Emma is interested in reducing her digital carbon footprint and wants to optimise her computational workflow to balance scientific rigour with environmental responsibility.

Challenge

Challenge 1: Identify Emissions

Sort the items below into Scope 1, Scope 2 or Scope 3 emissions:

The electricity powering the lab Desktop during a 16-hour run
The manufacturing of Emmas’s personal laptop
The energy used by the LLM provider to write the data processing and analysis code
The energy used by cloud-storage provider to store Emma’s data
The external monitors used with the lab Desktop

Show me the solution

The electricity powering the lab Desktop (Scope 2)
The manufacturing of Emmas’s personal laptop (Scope 3)
The energy used by the LLM provider to write the data processing and analysis code (Scope 3)
The energy used by cloud-storage provider to store Emma’s data (Scope 3)
The external monitors used with the Lab Desktop (Scope 2)

Collecting information

Data storage

Emma is considering using differnt storage types after she heard that storing large amounts of data on HDDs might not be the most evironmentally friendly choice.
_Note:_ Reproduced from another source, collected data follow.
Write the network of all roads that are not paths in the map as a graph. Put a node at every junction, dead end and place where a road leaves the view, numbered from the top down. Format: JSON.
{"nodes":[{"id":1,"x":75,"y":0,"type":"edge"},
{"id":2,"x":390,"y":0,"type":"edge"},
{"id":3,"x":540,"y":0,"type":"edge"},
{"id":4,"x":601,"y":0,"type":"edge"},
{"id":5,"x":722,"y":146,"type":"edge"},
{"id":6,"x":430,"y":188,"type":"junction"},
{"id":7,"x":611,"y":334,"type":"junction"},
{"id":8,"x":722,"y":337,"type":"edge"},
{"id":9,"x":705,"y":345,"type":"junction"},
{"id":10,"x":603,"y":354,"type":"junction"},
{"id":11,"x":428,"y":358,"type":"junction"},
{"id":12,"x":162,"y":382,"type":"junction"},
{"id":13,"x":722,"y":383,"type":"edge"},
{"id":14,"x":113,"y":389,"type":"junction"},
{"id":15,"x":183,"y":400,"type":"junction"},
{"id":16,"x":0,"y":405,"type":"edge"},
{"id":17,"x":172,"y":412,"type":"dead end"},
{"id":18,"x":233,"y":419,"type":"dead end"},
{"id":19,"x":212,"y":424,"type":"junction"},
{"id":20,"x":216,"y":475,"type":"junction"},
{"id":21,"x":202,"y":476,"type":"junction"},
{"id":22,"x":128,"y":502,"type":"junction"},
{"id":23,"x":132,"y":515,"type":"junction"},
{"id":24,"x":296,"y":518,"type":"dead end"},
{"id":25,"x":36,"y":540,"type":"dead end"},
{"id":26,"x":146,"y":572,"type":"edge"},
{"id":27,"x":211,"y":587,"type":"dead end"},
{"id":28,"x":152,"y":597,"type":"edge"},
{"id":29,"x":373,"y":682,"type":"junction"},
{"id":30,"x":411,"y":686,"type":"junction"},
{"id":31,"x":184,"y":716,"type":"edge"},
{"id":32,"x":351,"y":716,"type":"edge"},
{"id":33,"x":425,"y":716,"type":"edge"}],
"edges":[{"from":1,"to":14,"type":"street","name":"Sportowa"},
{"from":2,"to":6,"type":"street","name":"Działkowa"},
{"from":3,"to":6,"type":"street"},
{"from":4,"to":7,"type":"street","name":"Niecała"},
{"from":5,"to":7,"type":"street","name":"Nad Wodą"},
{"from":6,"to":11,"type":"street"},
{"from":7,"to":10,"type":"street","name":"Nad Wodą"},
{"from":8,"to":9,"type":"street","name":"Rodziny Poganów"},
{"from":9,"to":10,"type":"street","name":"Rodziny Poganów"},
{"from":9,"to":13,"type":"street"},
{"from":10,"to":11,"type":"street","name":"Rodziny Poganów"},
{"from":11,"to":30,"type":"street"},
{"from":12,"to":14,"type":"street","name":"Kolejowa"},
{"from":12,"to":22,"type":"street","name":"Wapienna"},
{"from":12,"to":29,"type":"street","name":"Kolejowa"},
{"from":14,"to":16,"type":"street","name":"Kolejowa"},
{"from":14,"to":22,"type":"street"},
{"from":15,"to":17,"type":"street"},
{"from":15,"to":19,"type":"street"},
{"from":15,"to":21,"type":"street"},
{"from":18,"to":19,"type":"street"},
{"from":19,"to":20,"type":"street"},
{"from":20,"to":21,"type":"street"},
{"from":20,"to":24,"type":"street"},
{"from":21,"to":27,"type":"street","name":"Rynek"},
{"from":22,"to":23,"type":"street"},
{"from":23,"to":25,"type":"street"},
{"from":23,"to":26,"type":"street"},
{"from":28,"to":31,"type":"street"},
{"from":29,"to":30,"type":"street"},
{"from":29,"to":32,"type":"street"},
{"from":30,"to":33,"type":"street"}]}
She has heard from other colleagues that she could choose between hard drives (HDD), Solid State Drives (SDD), LTO magnetic tapes or cloud-based storage. However, she is unsure about the enivronmental impacts of these.

She found the following information for the carbon footprint associated with the four storage types and found the following:

SDDs are the most carbon efficient when in operation, but their manufacturing produces significantly more emissions.
HDDs have a lifespan of 5-10 years, similar to that of SDDs. Their embodied emissions are significantly lower than that of SDDs but operational emissions are higher.
Tape storage has a longer lifespan (10-15 years), with modern ones reaching up to 30 years. However, moving and accessing data on a LTO tape is slow.
Cloud storage’s associated emissions are estimated between 2-40 kg CO₂e/TB/year (according to a WholeGrain report and Greenly), but the value depends heavily on the data center’s efficiency and the region’s power grid. Embodied emissions are hard to estimate and depend on the hardware used by the provider (HDDs or SSDs). They are often included in the operational carbon footprint emissions.

The carbon emissions associated with the four storage types are summarised below:

Category	SDD	HDD	LTO tape	Cloud
Embodied Carbon	High (16-32 kg)¹	Moderate (2-4 kg)¹	Low (~0.07 kg)³	Difficult to estimate
Operational Carbon	Low (2-5 kg)¹	Moderate - High (2-16 kg)^1,2	Low (~0 kg)	Moderate - High (2-40 kg)
Lifespan	5–10 years	5-10 years	30+ years	Depends on provider

* Emissions are in kg CO₂e per TB per year

Emma’s research produces 700 GB of raw data each year, and since her project will run for five years, she will accumulate 3.5 TB of raw data. Because she keeps two copies of all raw data, the total required storage for raw data comes to 7 TB. Beyond that, Emma generates an additional 400 GB of processed data per year, adding up to 2 TB over the duration of the project. Altogether, Emma will need 9 TB of storage to keep both raw and processed data.

Emma works out that storing the 9 TB data on HDDs will have associated carbon emissions approximately equal to 108 kgCO2e in combined embodied and operational emissions, based on the average values within the emissions ranges she identified.

LLMs use

Emma is also concerned about the carbon footprint of her increasing use of LLMs to write the Python code to process and analyse her data. While the exact carbon footprint of using LLMs is hard to quantify, she found the following:

The carbon emissions associated with LLM use come from model training emissions, inference calls (queries) emissions, and infrastructure and hardware emissions.
When it comes to programming-related queries, Emma found the following data:
- some LLM models emit between 20% and 59% less emissions than human programmers (GPT-4o-mini), while other models can emit 5 to 19 times more carbon than human programmers (GPT4)¹
- the number of inference calls (queries) has a high correlation to the amount of carbon emissions ¹

Based on her current workflow, Emma uses a reasoning model to write her scripts, often requiring more than 30 queries to the LLM to debug and obtain a script which produces correct results. Using HuggingFace’s Ecologits calculator tool, she finds that queries generating code using GPT-5 model estimate approx. 10.8 gCO2e per query. In her case, running 30 queries generates 0.324 kgCO2e, assuming she only has to do this once.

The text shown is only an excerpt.